REQUIRED ACTION
Across the data below, count every line where the string "that" appears. Answer with the number alone.

START INPUT DATA

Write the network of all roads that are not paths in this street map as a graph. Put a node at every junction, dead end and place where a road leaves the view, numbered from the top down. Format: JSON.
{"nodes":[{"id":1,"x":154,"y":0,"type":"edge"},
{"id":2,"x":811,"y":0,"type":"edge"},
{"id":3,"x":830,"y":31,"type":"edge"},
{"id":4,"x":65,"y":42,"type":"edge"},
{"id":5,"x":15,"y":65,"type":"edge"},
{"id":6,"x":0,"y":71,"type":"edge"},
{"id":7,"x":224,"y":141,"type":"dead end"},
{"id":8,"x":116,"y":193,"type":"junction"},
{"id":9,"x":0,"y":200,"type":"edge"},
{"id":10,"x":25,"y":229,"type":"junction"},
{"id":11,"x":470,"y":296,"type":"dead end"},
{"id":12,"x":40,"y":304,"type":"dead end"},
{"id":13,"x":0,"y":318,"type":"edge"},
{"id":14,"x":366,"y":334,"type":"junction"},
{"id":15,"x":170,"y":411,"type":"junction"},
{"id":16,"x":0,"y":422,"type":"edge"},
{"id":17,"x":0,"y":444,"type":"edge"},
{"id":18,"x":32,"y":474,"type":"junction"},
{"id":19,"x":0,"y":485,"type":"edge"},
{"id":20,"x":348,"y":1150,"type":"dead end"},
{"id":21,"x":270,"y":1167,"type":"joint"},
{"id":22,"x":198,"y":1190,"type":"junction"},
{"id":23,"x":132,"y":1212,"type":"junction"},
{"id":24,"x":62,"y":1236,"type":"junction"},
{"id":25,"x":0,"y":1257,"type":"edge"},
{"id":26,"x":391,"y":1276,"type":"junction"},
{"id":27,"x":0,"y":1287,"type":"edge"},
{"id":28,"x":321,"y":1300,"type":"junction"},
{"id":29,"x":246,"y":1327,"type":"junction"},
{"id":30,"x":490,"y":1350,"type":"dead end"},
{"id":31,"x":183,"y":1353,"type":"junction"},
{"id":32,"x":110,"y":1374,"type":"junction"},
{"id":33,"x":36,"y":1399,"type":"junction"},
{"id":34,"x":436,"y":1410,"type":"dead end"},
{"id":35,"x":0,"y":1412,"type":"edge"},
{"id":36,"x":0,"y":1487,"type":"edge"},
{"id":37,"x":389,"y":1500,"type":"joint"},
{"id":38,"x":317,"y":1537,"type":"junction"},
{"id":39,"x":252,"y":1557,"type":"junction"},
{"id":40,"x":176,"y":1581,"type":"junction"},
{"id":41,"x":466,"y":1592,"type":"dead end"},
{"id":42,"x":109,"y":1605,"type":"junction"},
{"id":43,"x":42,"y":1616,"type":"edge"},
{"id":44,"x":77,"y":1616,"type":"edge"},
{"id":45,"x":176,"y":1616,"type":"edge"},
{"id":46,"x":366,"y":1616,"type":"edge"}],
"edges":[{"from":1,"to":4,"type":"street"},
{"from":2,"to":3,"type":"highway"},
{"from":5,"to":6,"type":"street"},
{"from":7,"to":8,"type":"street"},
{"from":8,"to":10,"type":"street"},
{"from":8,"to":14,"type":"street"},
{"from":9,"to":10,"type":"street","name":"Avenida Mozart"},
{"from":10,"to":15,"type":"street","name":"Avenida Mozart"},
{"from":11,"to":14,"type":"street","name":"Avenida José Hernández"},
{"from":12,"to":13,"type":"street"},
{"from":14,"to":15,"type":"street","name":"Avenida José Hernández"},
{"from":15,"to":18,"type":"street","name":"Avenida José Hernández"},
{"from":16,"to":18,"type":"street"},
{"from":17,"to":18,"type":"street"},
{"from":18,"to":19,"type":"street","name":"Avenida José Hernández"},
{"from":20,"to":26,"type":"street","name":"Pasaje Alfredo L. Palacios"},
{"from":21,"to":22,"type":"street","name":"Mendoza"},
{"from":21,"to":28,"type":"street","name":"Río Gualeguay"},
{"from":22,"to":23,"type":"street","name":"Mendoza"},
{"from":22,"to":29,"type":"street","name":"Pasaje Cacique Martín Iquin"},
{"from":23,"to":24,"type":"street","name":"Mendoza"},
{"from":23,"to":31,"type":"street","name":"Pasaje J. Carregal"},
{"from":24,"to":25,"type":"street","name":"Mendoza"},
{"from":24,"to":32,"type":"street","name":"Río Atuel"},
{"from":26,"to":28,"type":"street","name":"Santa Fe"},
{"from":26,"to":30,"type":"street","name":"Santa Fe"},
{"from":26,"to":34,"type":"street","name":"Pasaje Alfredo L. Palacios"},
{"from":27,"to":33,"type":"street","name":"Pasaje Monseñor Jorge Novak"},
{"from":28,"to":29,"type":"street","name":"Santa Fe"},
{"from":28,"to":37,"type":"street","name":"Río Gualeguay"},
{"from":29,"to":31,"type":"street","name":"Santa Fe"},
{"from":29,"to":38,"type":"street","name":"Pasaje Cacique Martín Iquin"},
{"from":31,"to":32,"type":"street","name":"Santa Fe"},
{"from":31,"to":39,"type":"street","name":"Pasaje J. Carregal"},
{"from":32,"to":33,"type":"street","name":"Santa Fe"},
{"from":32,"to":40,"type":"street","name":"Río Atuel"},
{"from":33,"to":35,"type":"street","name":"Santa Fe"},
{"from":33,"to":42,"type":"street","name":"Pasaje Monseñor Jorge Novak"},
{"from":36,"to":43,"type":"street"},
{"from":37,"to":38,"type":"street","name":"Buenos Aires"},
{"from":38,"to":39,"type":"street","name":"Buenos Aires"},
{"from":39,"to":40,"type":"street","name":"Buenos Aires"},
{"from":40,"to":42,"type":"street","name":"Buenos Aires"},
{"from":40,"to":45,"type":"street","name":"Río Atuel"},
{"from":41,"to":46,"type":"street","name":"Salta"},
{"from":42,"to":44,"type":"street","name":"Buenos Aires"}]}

END INPUT DATA
START INPUT DATA

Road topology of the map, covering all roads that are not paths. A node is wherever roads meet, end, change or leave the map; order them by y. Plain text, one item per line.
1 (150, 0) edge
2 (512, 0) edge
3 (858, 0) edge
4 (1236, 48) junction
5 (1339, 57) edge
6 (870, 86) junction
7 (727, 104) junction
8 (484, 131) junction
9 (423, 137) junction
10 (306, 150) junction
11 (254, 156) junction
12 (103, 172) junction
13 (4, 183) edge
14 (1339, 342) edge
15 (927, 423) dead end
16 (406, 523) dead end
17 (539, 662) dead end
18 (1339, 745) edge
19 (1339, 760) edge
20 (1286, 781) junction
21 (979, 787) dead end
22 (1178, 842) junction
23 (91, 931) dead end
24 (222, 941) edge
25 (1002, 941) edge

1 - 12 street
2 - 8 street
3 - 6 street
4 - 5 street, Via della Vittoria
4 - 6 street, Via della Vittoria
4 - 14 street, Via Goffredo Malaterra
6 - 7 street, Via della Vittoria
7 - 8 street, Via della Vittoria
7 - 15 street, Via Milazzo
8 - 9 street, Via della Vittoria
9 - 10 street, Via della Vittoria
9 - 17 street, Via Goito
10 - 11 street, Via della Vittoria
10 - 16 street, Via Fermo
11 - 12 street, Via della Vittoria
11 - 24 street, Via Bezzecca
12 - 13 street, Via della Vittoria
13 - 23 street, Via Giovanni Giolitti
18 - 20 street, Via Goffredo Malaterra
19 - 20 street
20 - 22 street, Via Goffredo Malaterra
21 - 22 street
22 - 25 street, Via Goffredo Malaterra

END INPUT DATA

RESPONSE TO THIS EXERCISE
2